Zusammenarbeit zwischen Frau Winkelkötter und den Kliniken - frequenzspezifische Anpassung

[nachträgliche Ergänzung zur Klarstellung: Ich rede nur von der Behandlung von Kleinkindern, die noch keine selbständige Rückmeldung darüber geben können, wie sie die Anpassung empfinden.]
Frau Winkelkötter achtet bei ihrer Arbeit unter anderem darauf, welche Laute ein hörgeschädigtes Kind bei seiner Sprachentwicklung nicht oder nicht klar verwendet. Sie ordnet diese Laute Frequenzbereichen zu und teilt der Person, die in der versorgenden Klinik die Anpassung vornimmt, ihre Feststellungen mit. Sie geht davon aus, dass entsprechende Defizite bei der Verwendung von Lauten auf entsprechende Defizite beim Hören hindeuten können. Sie hofft, damit die anpassende Person in die Lage zu versetzen, gegebenenfalls durch Änderungen der Einstellungen die frequenzspezifische Wahrnehmung zu verbessern, was dann der Sprachentwicklung nützen soll.
Sie befürwortet nicht ein ständiges kurzfristiges Verändern der Einstellungen, hält es aber wohl nicht für sinnvoll, eine zu lange Stagnation der sprachlichen Entwicklung hinzunehmen, ohne Änderungen bei den Einstellungen vorzunehmen.
Nach unseren Erfahrungen wird es in Düsseldorf so gehandhabt, dass frequenzspezifische Änderungen (unterschiedlich starke Verstärkung verschiedener Frequenzbereiche) an den Einstellungen nur mit sehr großer Zurückhaltung vorgenommen werden. Es wird empfohlen, insofern deutlich länger ohne Änderung abzuwarten. Es sei im Normalfall eine Sache des Lernprozesses des hörgeschädigten Kindes, die verschiedenen Laute wahrzunehmen, zu verarbeiten und wiederzugeben. Änderungen der frequenzspezifischen Einstellungen werden für den Regelfall als nicht sinnvoll bewertet.
Im Hinblick auf andere Einstellungsparamter wie die allgemeine Lautstärke/Stimulationsstärke werden durchaus kurzfristige Änderungen vorgenommen, basierend auf den Beobachtungen und Erfahrungen der Eltern und Frau Winkelkötter. Es wird darauf geachtet, dass diese Einstellung stimmt, die allgemeine Lautstärke/Stimulierung also nicht zu stark oder schwach ist.
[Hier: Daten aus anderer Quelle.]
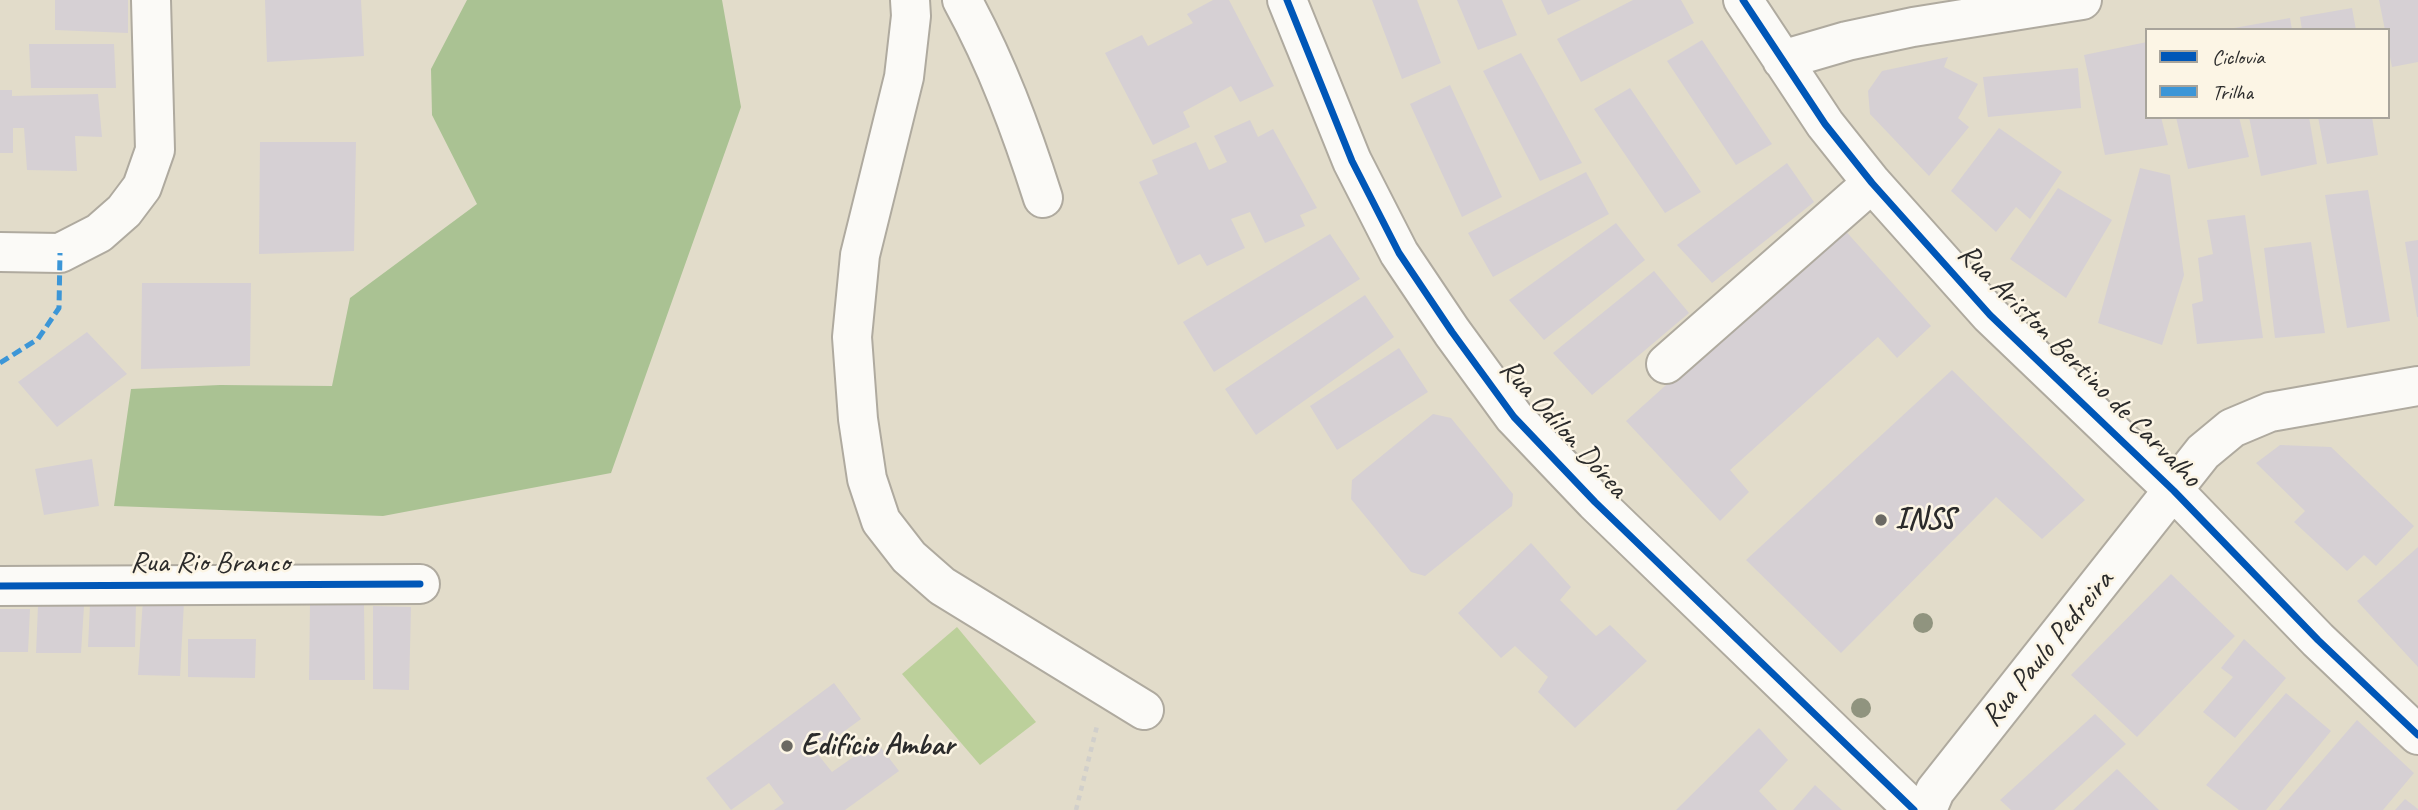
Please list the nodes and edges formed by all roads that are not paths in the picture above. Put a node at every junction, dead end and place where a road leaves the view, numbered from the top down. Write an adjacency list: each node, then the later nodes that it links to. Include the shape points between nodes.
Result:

Ich erlaube mir zu der Frage frequenzspezifischer Einstellungen mangels Fachkenntnissen keine Meinung, wollte Euch aber fragen, welche Erfahrungen Ihr mit anderen Kliniken gemacht habt.

Dieser Beitrag wurde bereits 2 mal editiert, zuletzt von »Berthold« (8. November 2011, 09:31)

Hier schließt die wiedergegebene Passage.